Dublin's archbishop outraged that 'cabal' blocked action on abuse
July 21, 2011
The Archbishop of Dublin has renewed his call for a dramatic change in attitude in the Irish hierarchy, insisting that candor is necessary to recover from the sex-abuse scandal.
In his first public comments since Ireland’s Taoiseach (prime minister) Enda Kenny had issued a blistering condemnation of Church leadership, Archbishop Diarmuid Martin charged that Church officials both in Ireland and at the Vatican have still not grasped the need for full cooperation with government prosecutors and investigators.
In an interview with the RTE broadcast network, an obviously emotional Archbishop Martin said that he was appalled and angry at the findings of a report on the handling of abuse charges in the Cloyne diocese, which showed that Church leaders in that diocese had covered up evidence of sexual abuse—even after the Irish bishops’ conference had approved policies requiring full disclosure of such charges.
“What do you do when you’ve got systems in place and somebody ignores them?” the archbishop asked. He said that there are groups both in Ireland and at the Vatican that have undermined efforts to address the abuse scandal. "I find myself asking today, can I be proud of the Church that I'm a leader of? I have to be ashamed of this," said the archbishop.
While he said that some Vatican officials still have not grasped the severity of the problem, Archbishop Martin did deny charges that the Vatican has opposed those Irish bishops who reported abuse charges to the police.
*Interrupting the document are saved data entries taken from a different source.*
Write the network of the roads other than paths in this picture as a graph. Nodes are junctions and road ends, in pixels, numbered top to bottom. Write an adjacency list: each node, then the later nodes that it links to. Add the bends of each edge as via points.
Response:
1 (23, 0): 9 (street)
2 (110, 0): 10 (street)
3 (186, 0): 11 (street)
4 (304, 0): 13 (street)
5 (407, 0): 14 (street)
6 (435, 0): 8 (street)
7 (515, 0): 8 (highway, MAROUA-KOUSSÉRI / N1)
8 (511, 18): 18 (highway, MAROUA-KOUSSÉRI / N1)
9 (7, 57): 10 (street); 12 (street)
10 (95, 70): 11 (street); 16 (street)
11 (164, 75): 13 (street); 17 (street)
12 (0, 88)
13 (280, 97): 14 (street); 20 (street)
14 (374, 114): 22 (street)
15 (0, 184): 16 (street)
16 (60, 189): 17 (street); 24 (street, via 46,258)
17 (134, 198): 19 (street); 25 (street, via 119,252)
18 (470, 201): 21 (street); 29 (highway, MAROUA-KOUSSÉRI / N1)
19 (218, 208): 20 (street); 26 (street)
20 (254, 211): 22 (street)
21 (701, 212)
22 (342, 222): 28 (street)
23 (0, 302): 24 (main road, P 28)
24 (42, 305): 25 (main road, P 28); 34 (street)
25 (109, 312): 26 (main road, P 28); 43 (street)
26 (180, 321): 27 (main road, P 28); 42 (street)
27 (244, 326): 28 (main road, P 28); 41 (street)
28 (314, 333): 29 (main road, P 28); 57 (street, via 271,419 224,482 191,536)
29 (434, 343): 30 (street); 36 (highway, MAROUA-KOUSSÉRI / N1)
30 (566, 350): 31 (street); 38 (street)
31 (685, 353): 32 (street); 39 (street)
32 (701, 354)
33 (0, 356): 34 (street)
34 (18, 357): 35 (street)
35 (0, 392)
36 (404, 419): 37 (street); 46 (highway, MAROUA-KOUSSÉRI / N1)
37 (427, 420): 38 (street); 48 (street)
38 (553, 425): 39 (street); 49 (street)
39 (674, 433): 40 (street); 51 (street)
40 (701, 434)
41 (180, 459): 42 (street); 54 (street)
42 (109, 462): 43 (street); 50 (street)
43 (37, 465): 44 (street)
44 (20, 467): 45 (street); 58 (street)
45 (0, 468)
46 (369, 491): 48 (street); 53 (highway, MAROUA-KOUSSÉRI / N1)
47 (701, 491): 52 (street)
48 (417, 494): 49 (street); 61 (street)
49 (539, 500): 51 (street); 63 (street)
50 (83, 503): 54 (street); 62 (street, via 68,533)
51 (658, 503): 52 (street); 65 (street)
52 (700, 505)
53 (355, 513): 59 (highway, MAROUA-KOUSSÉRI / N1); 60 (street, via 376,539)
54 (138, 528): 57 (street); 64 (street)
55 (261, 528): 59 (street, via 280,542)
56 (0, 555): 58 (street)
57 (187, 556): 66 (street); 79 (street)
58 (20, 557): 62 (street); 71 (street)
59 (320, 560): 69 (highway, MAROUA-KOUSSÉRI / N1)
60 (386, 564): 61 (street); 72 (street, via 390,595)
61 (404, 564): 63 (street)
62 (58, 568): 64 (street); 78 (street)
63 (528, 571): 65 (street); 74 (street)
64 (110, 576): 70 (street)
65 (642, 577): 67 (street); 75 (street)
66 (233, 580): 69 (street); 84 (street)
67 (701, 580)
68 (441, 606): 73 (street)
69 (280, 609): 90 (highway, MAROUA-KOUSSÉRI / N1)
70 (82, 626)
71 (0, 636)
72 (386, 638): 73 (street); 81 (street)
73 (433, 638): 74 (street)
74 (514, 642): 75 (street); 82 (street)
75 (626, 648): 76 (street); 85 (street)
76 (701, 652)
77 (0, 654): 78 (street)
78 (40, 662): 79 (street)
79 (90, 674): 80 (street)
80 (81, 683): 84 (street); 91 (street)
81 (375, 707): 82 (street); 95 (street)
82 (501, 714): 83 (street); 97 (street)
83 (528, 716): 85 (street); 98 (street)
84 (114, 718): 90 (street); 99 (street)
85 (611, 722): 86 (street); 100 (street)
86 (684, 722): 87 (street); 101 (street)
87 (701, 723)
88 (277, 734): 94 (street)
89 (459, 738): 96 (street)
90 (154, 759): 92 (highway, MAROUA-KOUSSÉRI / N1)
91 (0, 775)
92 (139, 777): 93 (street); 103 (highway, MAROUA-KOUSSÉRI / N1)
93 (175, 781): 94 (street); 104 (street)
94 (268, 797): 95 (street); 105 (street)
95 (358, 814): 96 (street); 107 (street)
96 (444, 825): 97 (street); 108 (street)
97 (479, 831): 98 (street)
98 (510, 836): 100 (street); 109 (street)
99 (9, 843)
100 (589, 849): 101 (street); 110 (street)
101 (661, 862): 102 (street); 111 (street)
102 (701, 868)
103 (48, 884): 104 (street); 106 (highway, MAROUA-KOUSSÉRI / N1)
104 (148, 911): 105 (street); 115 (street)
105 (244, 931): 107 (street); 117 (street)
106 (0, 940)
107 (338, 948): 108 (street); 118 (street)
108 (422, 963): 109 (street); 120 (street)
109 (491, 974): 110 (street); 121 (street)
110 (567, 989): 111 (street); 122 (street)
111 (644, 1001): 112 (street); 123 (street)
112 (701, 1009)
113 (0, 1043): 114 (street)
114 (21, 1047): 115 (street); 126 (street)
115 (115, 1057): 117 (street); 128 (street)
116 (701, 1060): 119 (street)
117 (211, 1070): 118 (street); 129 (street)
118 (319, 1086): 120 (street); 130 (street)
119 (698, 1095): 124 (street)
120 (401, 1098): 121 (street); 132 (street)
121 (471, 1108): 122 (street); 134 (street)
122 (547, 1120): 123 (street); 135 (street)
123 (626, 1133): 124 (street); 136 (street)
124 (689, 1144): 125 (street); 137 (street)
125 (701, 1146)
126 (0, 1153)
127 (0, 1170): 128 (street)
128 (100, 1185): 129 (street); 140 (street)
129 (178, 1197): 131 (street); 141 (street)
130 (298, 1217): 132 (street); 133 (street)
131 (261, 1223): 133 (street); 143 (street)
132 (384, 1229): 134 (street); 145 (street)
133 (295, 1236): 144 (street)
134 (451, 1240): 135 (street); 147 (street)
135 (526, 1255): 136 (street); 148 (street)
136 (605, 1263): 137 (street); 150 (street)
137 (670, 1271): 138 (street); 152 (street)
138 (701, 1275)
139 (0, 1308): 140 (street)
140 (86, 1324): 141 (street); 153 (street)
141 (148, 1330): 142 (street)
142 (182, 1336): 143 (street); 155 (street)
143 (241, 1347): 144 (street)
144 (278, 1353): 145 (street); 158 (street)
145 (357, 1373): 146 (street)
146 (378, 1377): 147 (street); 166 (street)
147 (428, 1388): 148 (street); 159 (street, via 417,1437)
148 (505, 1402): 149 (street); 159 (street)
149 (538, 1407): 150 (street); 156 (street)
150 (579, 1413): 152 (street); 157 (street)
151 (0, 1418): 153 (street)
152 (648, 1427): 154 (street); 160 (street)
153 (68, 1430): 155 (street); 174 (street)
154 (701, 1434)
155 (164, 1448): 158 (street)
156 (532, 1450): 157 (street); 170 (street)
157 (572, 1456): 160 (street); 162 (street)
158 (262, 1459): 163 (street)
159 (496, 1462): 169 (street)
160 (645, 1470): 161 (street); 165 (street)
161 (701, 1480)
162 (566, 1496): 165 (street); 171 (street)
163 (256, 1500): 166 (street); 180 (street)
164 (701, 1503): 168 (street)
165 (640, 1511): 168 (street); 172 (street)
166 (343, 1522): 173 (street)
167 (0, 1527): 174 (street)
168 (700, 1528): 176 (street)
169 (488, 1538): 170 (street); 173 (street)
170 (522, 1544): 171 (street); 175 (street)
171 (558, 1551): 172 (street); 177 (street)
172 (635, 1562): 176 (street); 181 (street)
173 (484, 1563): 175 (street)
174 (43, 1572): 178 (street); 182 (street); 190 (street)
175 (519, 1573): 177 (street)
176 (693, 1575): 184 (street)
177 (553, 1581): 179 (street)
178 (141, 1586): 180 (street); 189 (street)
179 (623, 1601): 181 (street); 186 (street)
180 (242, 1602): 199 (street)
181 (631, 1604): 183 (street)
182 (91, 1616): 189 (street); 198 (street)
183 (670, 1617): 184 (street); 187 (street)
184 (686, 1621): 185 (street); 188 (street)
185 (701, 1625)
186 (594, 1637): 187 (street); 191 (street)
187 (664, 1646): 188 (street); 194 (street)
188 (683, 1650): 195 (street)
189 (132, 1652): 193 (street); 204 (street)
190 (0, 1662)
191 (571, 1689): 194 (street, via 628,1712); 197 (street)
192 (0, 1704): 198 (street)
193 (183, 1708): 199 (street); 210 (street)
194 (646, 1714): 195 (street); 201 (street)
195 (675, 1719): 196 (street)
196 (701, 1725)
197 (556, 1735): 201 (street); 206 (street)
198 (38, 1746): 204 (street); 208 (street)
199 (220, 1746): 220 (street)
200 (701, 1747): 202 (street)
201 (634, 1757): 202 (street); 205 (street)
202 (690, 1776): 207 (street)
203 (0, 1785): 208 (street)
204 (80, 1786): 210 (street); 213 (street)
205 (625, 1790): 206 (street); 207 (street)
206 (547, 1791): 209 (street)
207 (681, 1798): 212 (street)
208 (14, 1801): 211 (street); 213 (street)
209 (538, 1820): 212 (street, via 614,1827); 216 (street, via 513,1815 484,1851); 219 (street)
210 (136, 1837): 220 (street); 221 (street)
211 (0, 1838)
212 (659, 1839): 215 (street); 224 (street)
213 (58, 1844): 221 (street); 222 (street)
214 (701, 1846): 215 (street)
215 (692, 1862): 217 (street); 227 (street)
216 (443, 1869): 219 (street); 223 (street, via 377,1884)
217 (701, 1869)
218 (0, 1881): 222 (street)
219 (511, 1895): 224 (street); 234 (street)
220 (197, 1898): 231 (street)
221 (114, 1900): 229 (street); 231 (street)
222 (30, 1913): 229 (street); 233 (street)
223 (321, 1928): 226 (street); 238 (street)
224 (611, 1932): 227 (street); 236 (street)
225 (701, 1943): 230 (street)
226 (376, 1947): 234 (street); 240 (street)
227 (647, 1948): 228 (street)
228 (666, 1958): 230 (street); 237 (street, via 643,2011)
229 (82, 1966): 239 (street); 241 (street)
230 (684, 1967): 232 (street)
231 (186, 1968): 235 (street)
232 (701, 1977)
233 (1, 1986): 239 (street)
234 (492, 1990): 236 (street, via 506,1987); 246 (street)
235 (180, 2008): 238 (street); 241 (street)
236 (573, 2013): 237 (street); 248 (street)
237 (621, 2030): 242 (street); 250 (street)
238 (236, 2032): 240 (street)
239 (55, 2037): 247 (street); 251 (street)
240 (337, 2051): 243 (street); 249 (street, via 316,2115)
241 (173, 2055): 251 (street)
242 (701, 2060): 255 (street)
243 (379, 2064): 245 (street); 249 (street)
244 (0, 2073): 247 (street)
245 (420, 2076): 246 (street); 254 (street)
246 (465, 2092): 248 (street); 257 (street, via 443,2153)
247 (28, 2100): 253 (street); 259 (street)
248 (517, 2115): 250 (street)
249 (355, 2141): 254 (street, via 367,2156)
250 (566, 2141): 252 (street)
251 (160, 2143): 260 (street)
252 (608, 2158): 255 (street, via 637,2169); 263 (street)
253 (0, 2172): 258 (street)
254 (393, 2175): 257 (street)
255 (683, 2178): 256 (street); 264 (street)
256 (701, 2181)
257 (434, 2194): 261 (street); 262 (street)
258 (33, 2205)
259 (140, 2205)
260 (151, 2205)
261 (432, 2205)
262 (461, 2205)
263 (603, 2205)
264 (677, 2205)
He pointed out that he has handed over more than 70,000 documents to government investigators, and “I have never been reprimanded by the Vatican for doing that.”
When asked whether all Irish bishops are now complying with policies designed to address the crisis, Archbishop Martin answered carefully: “as far as I know,” and “I hope so.” The Primate of Ireland—who has often seemed isolated within the Irish hierarchy because of his outspoken comments on the crisis--did not make any statement that could be interpreted as a show of confidence in his brother bishops. He said that regular independent audits were necessary to ensure that Church leaders are carrying out the policies they have approved.
In a related development, a member of the Irish parliament, the Dáil, called for the resignations of all Ireland’s bishops. Senator Martin Conway of the Fine Gael party said that the Cloyne report pointed to the need for a complete change in leadership. Earlier in the week one of Ireland’s most prominent priests, Father Vincent Twomey—a former student of Pope Benedict XVI and a longtime theology professor at the Maynooth seminary—had suggested that all bishops appointed before 2003 (when Archbishop Martin was named) should step down.